» **About this task**
Each line below should be repeated exactly as written, with no pictures carried over.

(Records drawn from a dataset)

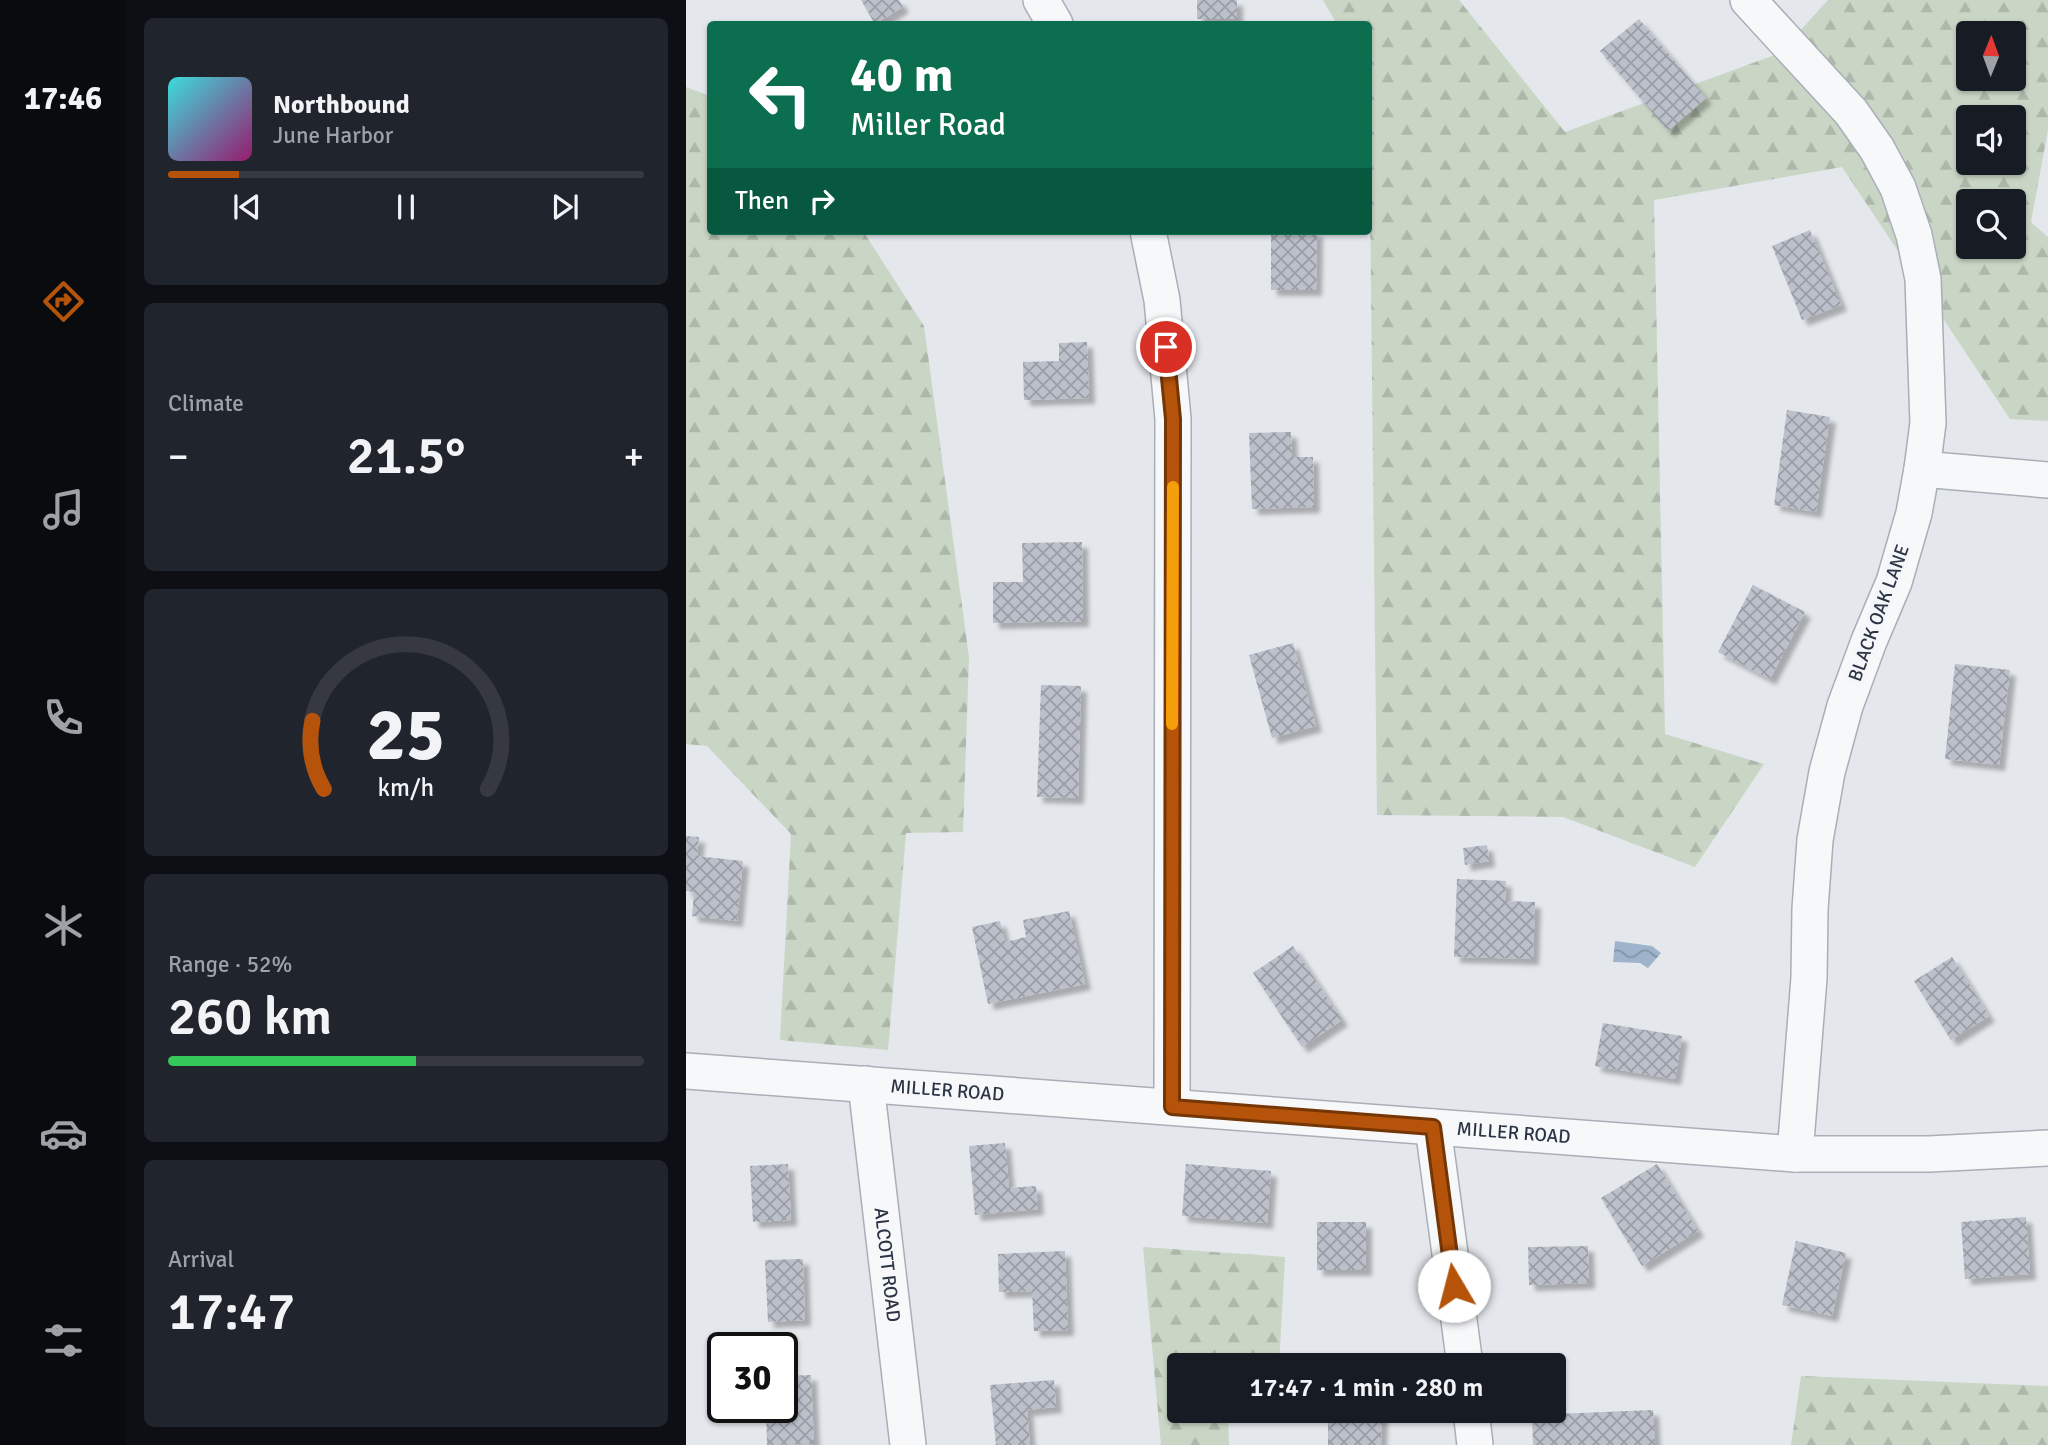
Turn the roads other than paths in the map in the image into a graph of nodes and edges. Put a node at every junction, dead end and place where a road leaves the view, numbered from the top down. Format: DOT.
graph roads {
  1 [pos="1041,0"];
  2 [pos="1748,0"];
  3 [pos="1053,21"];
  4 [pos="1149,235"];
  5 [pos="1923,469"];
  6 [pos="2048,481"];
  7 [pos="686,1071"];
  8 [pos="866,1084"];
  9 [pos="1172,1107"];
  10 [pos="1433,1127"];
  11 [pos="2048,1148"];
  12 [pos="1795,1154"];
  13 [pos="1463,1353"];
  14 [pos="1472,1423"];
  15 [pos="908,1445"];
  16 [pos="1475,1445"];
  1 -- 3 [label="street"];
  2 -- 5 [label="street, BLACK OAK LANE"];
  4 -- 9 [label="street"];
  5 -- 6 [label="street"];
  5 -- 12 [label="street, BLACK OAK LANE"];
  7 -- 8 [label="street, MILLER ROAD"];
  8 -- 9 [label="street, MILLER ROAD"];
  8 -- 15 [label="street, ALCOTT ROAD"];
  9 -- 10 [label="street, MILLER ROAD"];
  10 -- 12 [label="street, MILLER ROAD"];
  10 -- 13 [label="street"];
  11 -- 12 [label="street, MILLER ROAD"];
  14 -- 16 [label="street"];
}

» **Solution to the problem**
Turn the roads other than paths in the map in the image into a graph of nodes and edges. Put a node at every junction, dead end and place where a road leaves the view, numbered from the top down. Format: DOT.
graph roads {
  1 [pos="1041,0"];
  2 [pos="1748,0"];
  3 [pos="1053,21"];
  4 [pos="1149,235"];
  5 [pos="1923,469"];
  6 [pos="2048,481"];
  7 [pos="686,1071"];
  8 [pos="866,1084"];
  9 [pos="1172,1107"];
  10 [pos="1433,1127"];
  11 [pos="2048,1148"];
  12 [pos="1795,1154"];
  13 [pos="1463,1353"];
  14 [pos="1472,1423"];
  15 [pos="908,1445"];
  16 [pos="1475,1445"];
  1 -- 3 [label="street"];
  2 -- 5 [label="street, BLACK OAK LANE"];
  4 -- 9 [label="street"];
  5 -- 6 [label="street"];
  5 -- 12 [label="street, BLACK OAK LANE"];
  7 -- 8 [label="street, MILLER ROAD"];
  8 -- 9 [label="street, MILLER ROAD"];
  8 -- 15 [label="street, ALCOTT ROAD"];
  9 -- 10 [label="street, MILLER ROAD"];
  10 -- 12 [label="street, MILLER ROAD"];
  10 -- 13 [label="street"];
  11 -- 12 [label="street, MILLER ROAD"];
  14 -- 16 [label="street"];
}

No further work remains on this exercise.